**Work request**
Every line with "Príncipe" in it should be copied from the data.

**Records for the exercise**
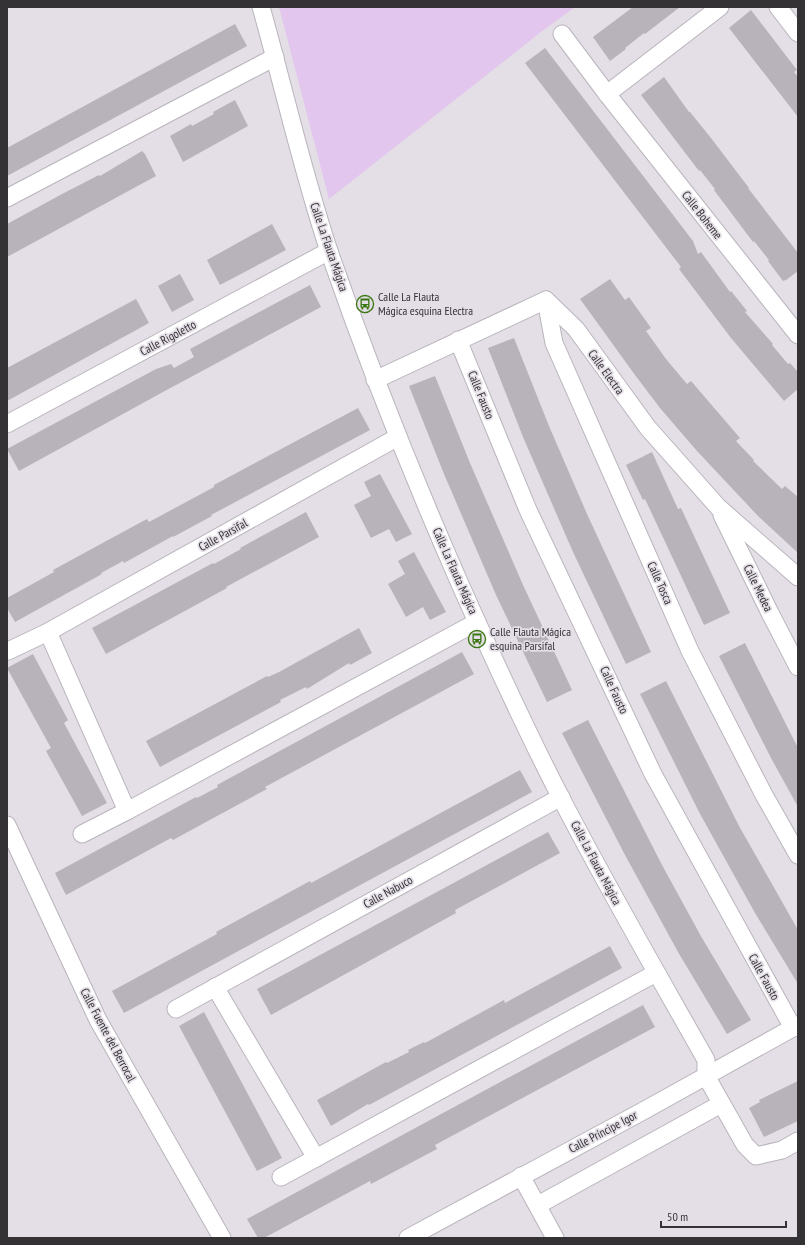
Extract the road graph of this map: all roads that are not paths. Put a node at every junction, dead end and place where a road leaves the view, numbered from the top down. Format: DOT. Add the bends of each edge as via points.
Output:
graph roads {
  1 [pos="261,7"];
  2 [pos="720,7"];
  3 [pos="778,7"];
  4 [pos="798,33"];
  5 [pos="562,34"];
  6 [pos="275,57"];
  7 [pos="607,94"];
  8 [pos="7,198"];
  9 [pos="329,251"];
  10 [pos="546,300"];
  11 [pos="798,335"];
  12 [pos="458,340"];
  13 [pos="375,380"];
  14 [pos="7,424"];
  15 [pos="398,437"];
  16 [pos="718,507"];
  17 [pos="798,577"];
  18 [pos="477,622"];
  19 [pos="48,632"];
  20 [pos="8,651"];
  21 [pos="798,667"];
  22 [pos="561,797"];
  23 [pos="127,811"];
  24 [pos="7,825"];
  25 [pos="82,834"];
  26 [pos="798,855"];
  27 [pos="656,973"];
  28 [pos="215,988"];
  29 [pos="176,1009"];
  30 [pos="795,1027"];
  31 [pos="706,1076"];
  32 [pos="721,1104"];
  33 [pos="798,1141"];
  34 [pos="316,1158"];
  35 [pos="521,1176"];
  36 [pos="281,1177"];
  37 [pos="538,1205"];
  38 [pos="222,1238"];
  39 [pos="408,1238"];
  40 [pos="555,1238"];
  1 -- 6 [label="street, Calle La Flauta Mágica"];
  2 -- 7 [label="street"];
  3 -- 4 [label="street"];
  5 -- 7 [label="street, Calle Boheme"];
  6 -- 8 [label="street"];
  6 -- 9 [label="street, Calle La Flauta Mágica"];
  7 -- 11 [label="street, Calle Boheme"];
  9 -- 13 [label="street, Calle La Flauta Mágica"];
  9 -- 14 [label="street, Calle Rigoletto"];
  10 -- 12 [label="street"];
  10 -- 16 [label="street, Calle Electra" via="576,329 648,428"];
  10 -- 26 [label="street, Calle Tosca" via="554,343 690,651"];
  12 -- 13 [label="street"];
  12 -- 30 [label="street, Calle Fausto" via="528,510 653,774"];
  13 -- 15 [label="street, Calle La Flauta Mágica"];
  15 -- 18 [label="street, Calle La Flauta Mágica"];
  15 -- 19 [label="street, Calle Parsifal"];
  16 -- 17 [label="street, Calle Electra"];
  16 -- 21 [label="street, Calle Medea"];
  18 -- 22 [label="street, Calle La Flauta Mágica"];
  18 -- 23 [label="street"];
  19 -- 20 [label="street, Calle Parsifal"];
  19 -- 23 [label="street"];
  22 -- 27 [label="street, Calle La Flauta Mágica"];
  22 -- 28 [label="street, Calle Nabuco"];
  23 -- 25 [label="street"];
  24 -- 38 [label="street, Calle Fuente del Berrocal" via="98,1020"];
  27 -- 31 [label="street, Calle La Flauta Mágica" via="706,1060"];
  27 -- 34 [label="street"];
  28 -- 29 [label="street, Calle Nabuco"];
  28 -- 34 [label="street"];
  30 -- 31 [label="street, Calle Príncipe Igor"];
  31 -- 32 [label="street, Calle La Flauta Mágica"];
  31 -- 35 [label="street, Calle Príncipe Igor"];
  32 -- 33 [label="street, Calle La Flauta Mágica" via="745,1145 756,1156 782,1150"];
  32 -- 37 [label="street"];
  34 -- 36 [label="street"];
  35 -- 37 [label="street"];
  35 -- 39 [label="street, Calle Príncipe Igor"];
  37 -- 40 [label="street"];
}
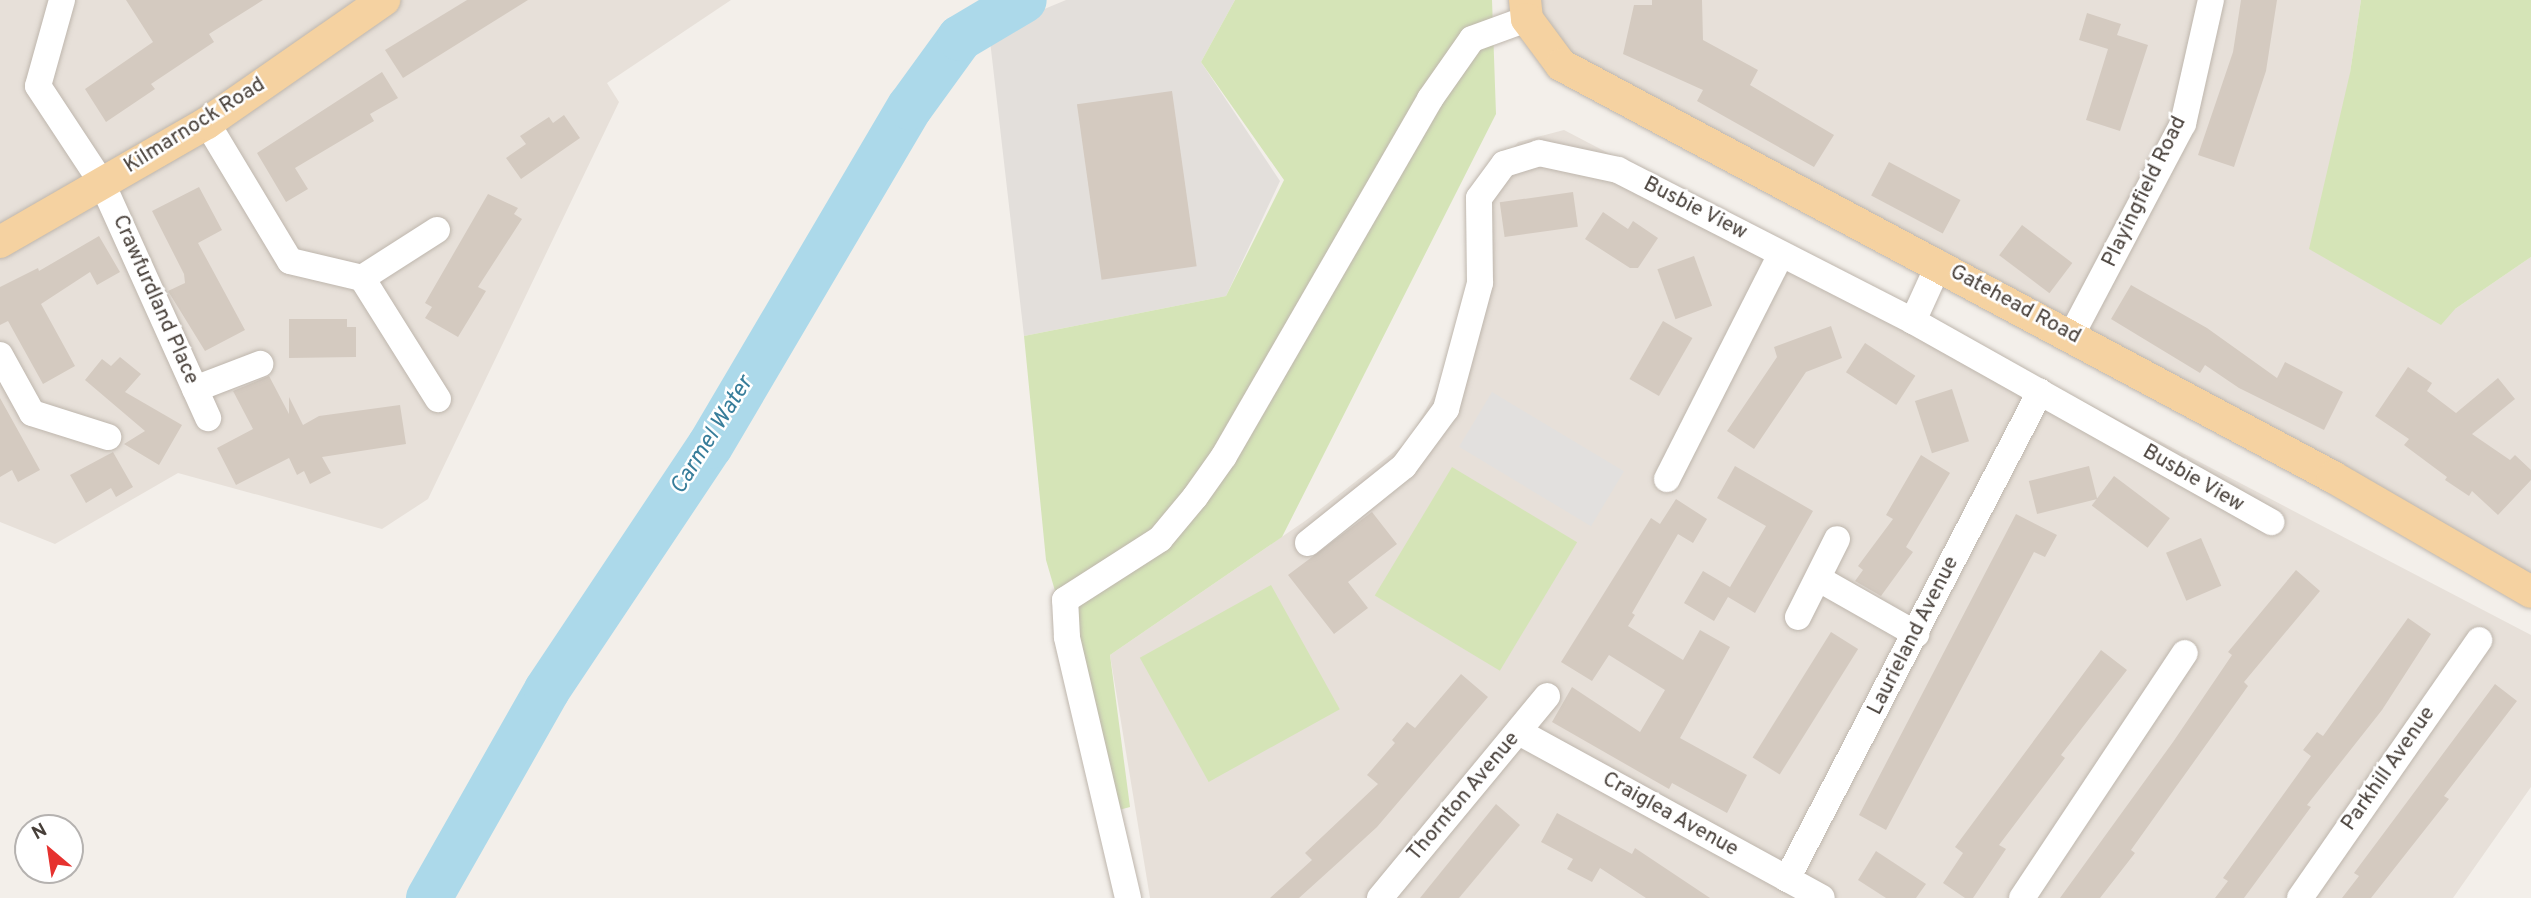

**Response area**
  30 -- 31 [label="street, Calle Príncipe Igor"];
  31 -- 35 [label="street, Calle Príncipe Igor"];
  35 -- 39 [label="street, Calle Príncipe Igor"];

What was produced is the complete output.